15

11 3 3
                                    

Trzech przywódców wdrapało się na gałęzie drzewa.

-Witajcie na zgromadzeniu! Nie wiemy czemu nie ma Klanu Dnia, ale musimy zaczynać, ale robimy to bardzo niechętnie - miauknął Bryzowa Gwiazda, kładąc dziwnie podejrzany nacisk na ostatnie dwa słowa - W Klanie Pioruna mamy nową uczennicę, Rzeczną Łapę.

-Miło mi to słyszeć. Klan Burzy zyskał trzy wspaniałe uczennice - Bluszczową Łapę, Gołębią Łapę i Miętową Łapę - dodała Śnieżna Gwiazda - oraz ma jedenaście kociaków.

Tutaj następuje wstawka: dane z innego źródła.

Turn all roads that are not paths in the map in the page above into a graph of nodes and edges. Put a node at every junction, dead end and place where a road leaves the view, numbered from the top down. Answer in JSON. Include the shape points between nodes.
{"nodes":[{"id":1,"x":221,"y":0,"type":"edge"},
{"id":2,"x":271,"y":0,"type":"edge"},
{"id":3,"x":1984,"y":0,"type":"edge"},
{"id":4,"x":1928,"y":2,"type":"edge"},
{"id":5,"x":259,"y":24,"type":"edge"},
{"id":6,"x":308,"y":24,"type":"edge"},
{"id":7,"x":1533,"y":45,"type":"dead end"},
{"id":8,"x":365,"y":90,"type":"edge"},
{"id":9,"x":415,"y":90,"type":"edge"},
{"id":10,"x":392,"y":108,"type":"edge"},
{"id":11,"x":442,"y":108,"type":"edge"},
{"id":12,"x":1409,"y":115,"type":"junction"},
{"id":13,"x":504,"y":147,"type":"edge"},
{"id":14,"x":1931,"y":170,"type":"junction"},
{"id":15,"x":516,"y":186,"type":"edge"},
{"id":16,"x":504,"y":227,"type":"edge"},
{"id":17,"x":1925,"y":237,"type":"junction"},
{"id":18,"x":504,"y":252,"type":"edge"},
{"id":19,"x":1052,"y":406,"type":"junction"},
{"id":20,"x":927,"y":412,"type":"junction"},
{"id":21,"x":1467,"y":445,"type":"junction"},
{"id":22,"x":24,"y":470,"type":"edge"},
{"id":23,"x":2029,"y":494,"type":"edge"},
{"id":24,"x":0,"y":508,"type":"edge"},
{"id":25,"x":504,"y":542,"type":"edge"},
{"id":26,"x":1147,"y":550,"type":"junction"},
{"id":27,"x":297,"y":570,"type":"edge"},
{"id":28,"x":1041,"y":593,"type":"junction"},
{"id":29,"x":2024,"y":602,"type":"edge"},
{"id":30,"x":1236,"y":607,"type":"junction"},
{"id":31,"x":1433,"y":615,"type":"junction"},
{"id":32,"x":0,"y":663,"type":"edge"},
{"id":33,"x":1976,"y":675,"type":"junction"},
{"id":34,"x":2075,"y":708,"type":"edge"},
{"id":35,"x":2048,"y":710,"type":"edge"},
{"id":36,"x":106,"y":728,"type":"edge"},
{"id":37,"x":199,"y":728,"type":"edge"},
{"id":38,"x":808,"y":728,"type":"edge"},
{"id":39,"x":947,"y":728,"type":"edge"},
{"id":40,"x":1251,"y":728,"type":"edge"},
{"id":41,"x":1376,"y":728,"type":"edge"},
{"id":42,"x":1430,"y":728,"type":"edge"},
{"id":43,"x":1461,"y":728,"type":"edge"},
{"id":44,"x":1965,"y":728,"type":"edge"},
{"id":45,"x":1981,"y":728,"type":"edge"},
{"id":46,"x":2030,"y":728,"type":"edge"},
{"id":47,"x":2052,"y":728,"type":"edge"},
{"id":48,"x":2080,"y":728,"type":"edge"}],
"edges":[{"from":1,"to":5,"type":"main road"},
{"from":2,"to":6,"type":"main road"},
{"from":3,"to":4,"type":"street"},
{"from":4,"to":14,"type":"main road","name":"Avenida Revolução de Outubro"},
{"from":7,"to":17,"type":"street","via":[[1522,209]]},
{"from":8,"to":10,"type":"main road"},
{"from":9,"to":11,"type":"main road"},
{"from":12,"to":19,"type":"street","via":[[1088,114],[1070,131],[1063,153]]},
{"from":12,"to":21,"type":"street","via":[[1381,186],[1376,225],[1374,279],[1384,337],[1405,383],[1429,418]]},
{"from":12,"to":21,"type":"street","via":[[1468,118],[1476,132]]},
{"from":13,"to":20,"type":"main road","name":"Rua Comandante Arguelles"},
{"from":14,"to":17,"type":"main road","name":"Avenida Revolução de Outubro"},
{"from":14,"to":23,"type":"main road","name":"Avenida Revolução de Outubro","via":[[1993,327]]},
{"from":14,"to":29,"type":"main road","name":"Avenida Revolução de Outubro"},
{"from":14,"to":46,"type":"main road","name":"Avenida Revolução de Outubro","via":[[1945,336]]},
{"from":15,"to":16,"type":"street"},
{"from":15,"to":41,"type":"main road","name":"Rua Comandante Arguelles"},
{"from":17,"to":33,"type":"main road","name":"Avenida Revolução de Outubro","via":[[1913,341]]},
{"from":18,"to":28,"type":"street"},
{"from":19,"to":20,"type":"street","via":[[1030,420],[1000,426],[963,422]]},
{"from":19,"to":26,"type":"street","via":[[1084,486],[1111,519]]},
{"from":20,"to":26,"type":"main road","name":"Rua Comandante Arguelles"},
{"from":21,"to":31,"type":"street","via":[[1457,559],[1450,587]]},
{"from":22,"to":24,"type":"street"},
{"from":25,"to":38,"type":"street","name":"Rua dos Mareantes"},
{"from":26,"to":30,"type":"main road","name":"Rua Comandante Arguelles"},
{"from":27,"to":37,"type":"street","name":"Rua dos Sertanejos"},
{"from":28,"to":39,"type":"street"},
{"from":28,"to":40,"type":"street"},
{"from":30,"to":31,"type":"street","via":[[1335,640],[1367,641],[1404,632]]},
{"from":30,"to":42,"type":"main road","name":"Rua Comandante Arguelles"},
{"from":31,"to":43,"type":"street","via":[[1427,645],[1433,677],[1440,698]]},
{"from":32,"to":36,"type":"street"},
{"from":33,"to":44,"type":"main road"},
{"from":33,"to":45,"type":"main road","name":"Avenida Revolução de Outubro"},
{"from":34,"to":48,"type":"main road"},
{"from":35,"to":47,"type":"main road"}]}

Kilka kotów sapnęło z nieodwierzaniem, jedynie Czosnkowa Gwiazda prychnął:

-Zawsze Klan Burzy miał najwięcej członków, jednak mało silnych wojowników.

Gołębia Łapa poczuła jak sierść jej się jeży.
-Klan Nocy chyba nie jest zbyt mądry, skoro zaczyna sprzeczkę na zgromadzeniu - pomyślała.

-Czosnkowa Gwiazdo, jesteśmy silnym klanem - odezwał się Wilczy Pazur.

-Nie prawda! - syknął Jelenie Serce.

-Cisza! - miauknęła z udawanym spokojem Śnieżna Gwiazda - Dajemy sobie radę, mamy dużo zwierzyny.

Czosnkowa Gwiazda spojrzał na nią przewracając oczami.

-Już się pochwaliłaś wszystkim? Tak? Dziękuję. W Klanie Nocy nie dzieje się nic ciekawego.

Śnieżna Gwiazda spojrzała na niego podejrzanie, ale pokręciła tylko głowa z rezygnacją i powiedziała:

-Koniec zgromadzenia. Klanie Burzy, wracamy do obozu.

-Nie! Chwila! - zawołała jakaś czarna kotka.

-Kto to? - szepnęła Gołębia Łapa do siedzącej obok Klonowej Zatoki.

-Pajęczynowy Plusk - odpowiedziała wojowniczka po chwilowym zawahaniu.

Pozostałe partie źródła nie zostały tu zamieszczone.